_How to complete this task_
Any picture in the entries is to be skipped, while everything else is transcribed word for word.

_Study material_
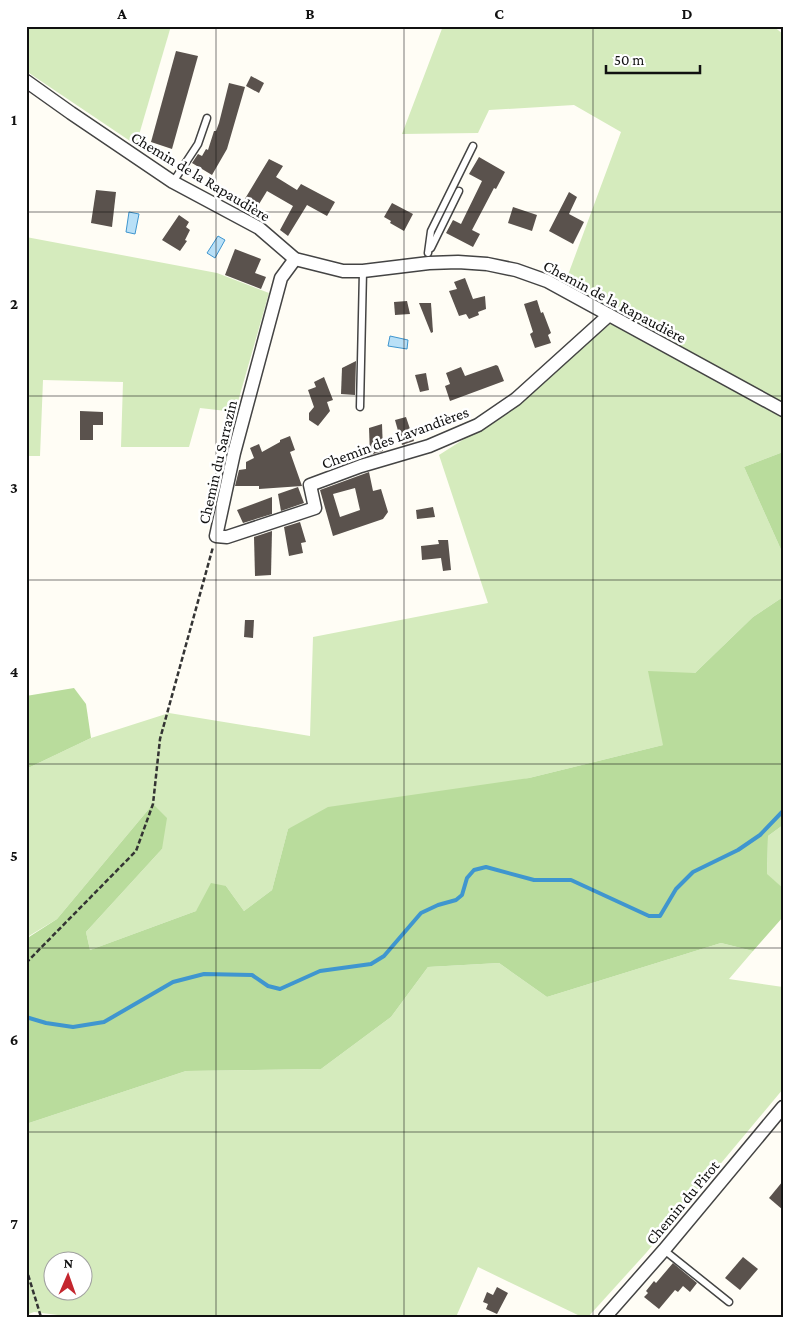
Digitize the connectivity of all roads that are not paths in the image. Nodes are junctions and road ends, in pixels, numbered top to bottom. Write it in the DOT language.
graph roads {
  1 [pos="26,81"];
  2 [pos="207,118"];
  3 [pos="473,146"];
  4 [pos="174,182"];
  5 [pos="459,191"];
  6 [pos="429,258"];
  7 [pos="295,259"];
  8 [pos="363,272"];
  9 [pos="609,315"];
  10 [pos="360,407"];
  11 [pos="783,410"];
  12 [pos="216,536"];
  13 [pos="783,1107"];
  14 [pos="664,1250"];
  15 [pos="729,1302"];
  16 [pos="605,1317"];
  1 -- 4 [label="street, Chemin de la Rapaudière"];
  2 -- 4 [label="lane"];
  3 -- 6 [label="lane"];
  4 -- 7 [label="street, Chemin de la Rapaudière"];
  5 -- 6 [label="lane"];
  6 -- 8 [label="street, Chemin de la Rapaudière"];
  6 -- 9 [label="street, Chemin de la Rapaudière"];
  7 -- 8 [label="street, Chemin de la Rapaudière"];
  7 -- 12 [label="street, Chemin du Sarrazin"];
  8 -- 10 [label="lane"];
  9 -- 11 [label="street, Chemin de la Rapaudière"];
  9 -- 12 [label="street, Chemin des Lavandières"];
  13 -- 14 [label="street, Chemin du Pirot"];
  14 -- 15 [label="lane"];
  14 -- 16 [label="street, Chemin du Pirot"];
}
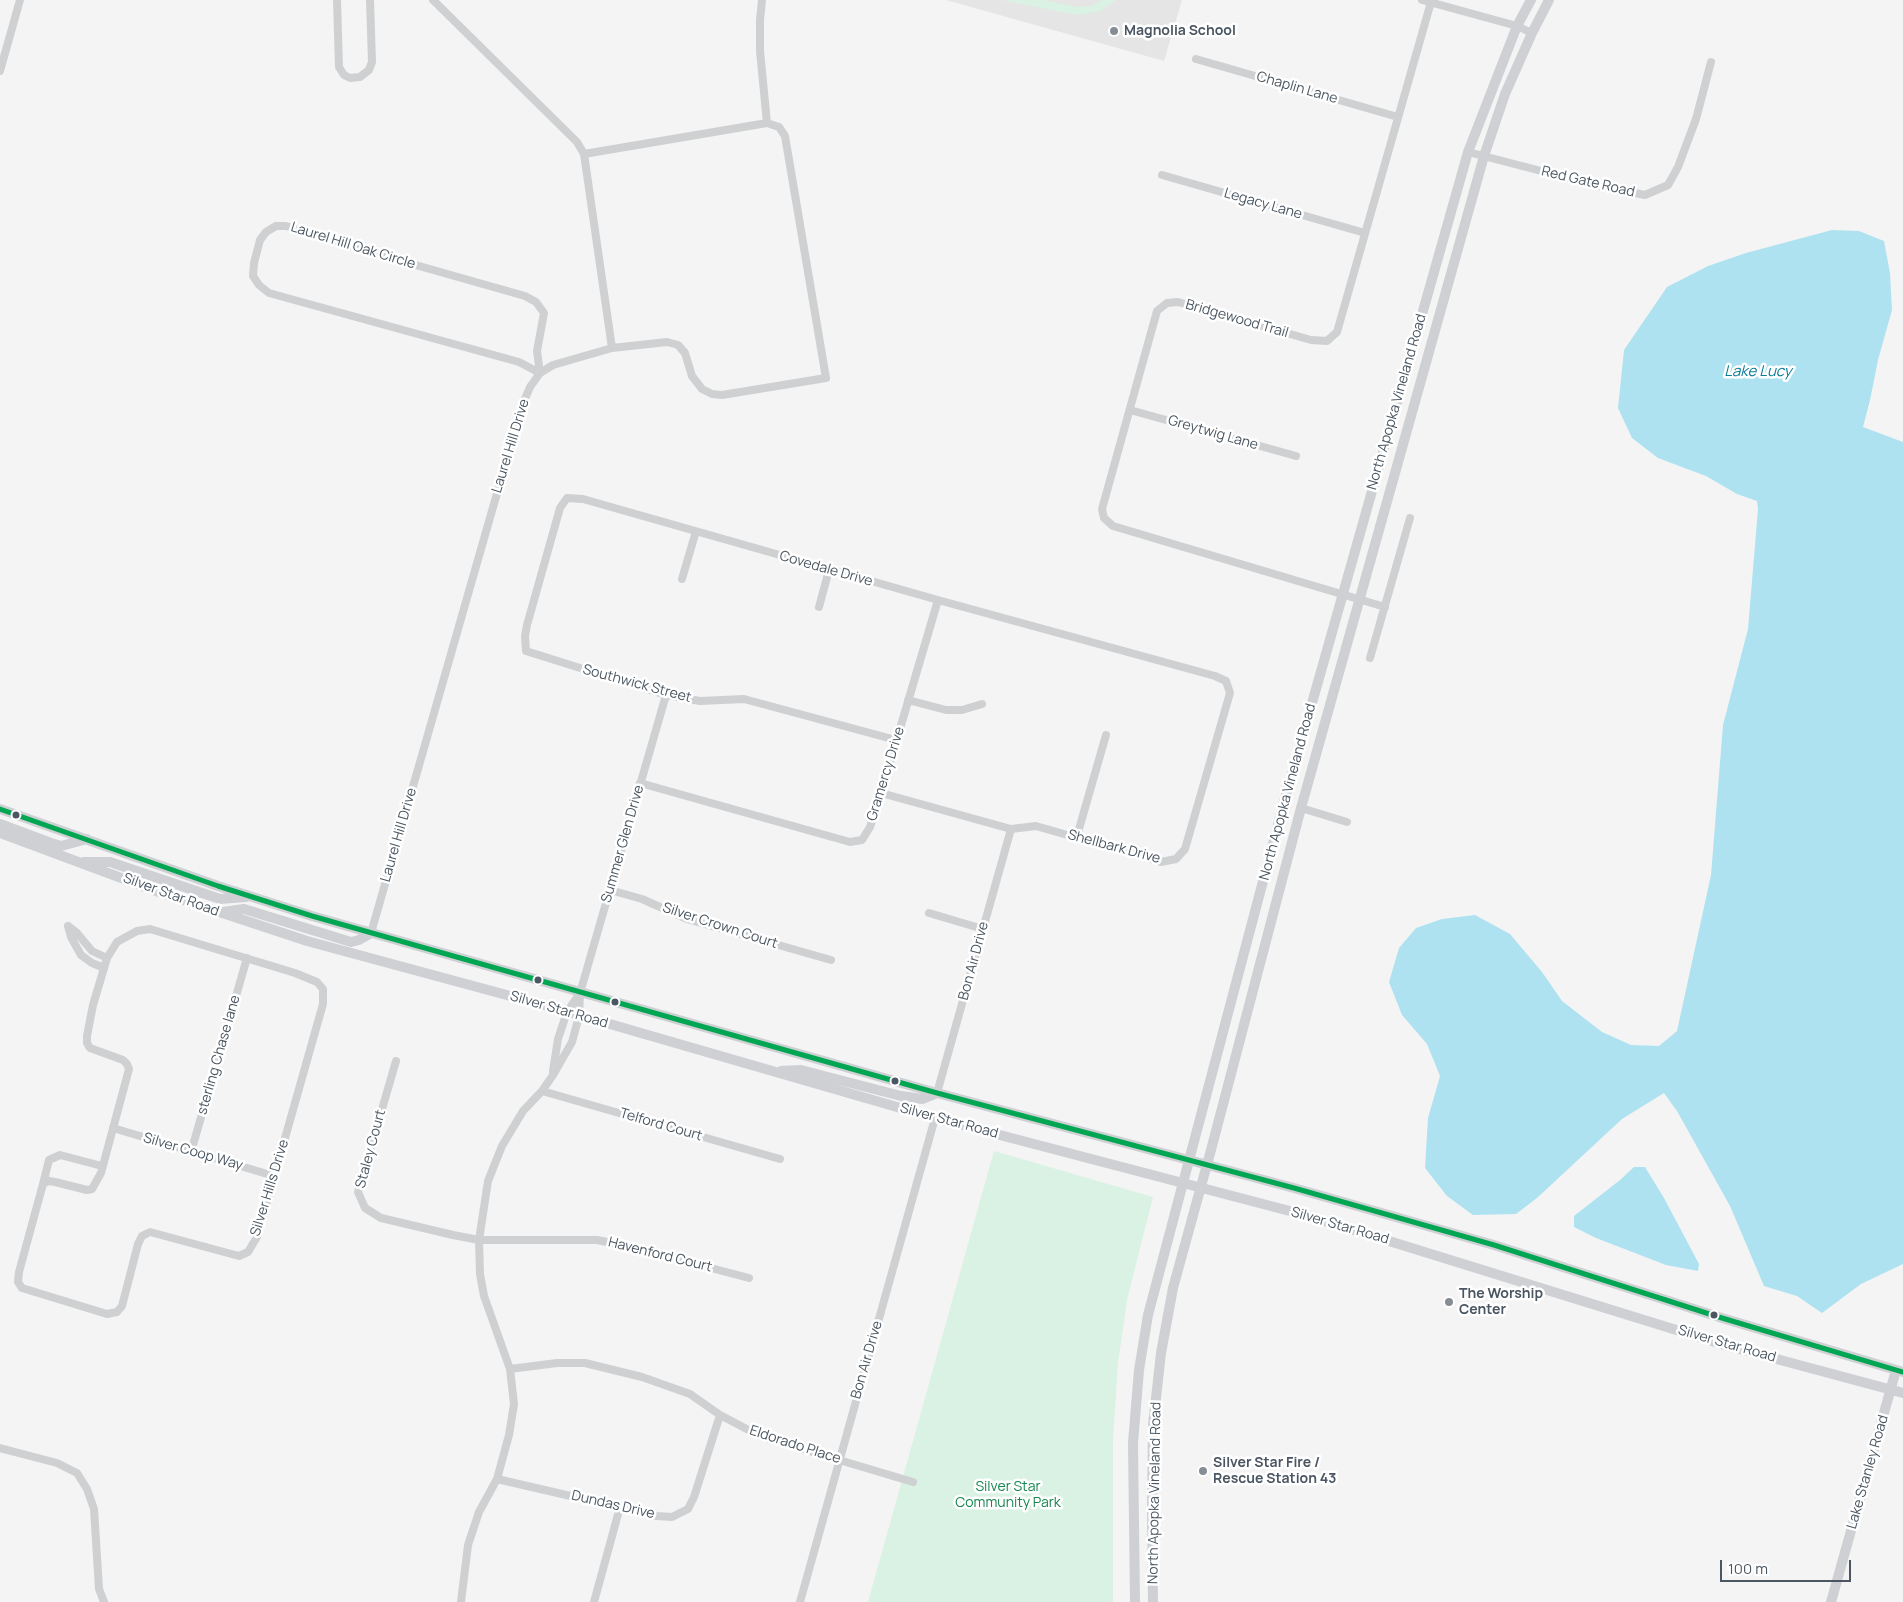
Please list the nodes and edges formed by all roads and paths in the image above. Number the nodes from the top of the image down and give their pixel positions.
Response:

_Answer box_
Digitize the connectivity of all roads that are not paths in the image. Nodes are junctions and road ends, in pixels, numbered top to bottom. Write it in the DOT language.
graph roads {
  1 [pos="26,81"];
  2 [pos="207,118"];
  3 [pos="473,146"];
  4 [pos="174,182"];
  5 [pos="459,191"];
  6 [pos="429,258"];
  7 [pos="295,259"];
  8 [pos="363,272"];
  9 [pos="609,315"];
  10 [pos="360,407"];
  11 [pos="783,410"];
  12 [pos="216,536"];
  13 [pos="783,1107"];
  14 [pos="664,1250"];
  15 [pos="729,1302"];
  16 [pos="605,1317"];
  1 -- 4 [label="street, Chemin de la Rapaudière"];
  2 -- 4 [label="lane"];
  3 -- 6 [label="lane"];
  4 -- 7 [label="street, Chemin de la Rapaudière"];
  5 -- 6 [label="lane"];
  6 -- 8 [label="street, Chemin de la Rapaudière"];
  6 -- 9 [label="street, Chemin de la Rapaudière"];
  7 -- 8 [label="street, Chemin de la Rapaudière"];
  7 -- 12 [label="street, Chemin du Sarrazin"];
  8 -- 10 [label="lane"];
  9 -- 11 [label="street, Chemin de la Rapaudière"];
  9 -- 12 [label="street, Chemin des Lavandières"];
  13 -- 14 [label="street, Chemin du Pirot"];
  14 -- 15 [label="lane"];
  14 -- 16 [label="street, Chemin du Pirot"];
}
Please list the nodes and edges formed by all roads and paths in the image above. Number the nodes from the top of the image down and give their pixel positions.
Response:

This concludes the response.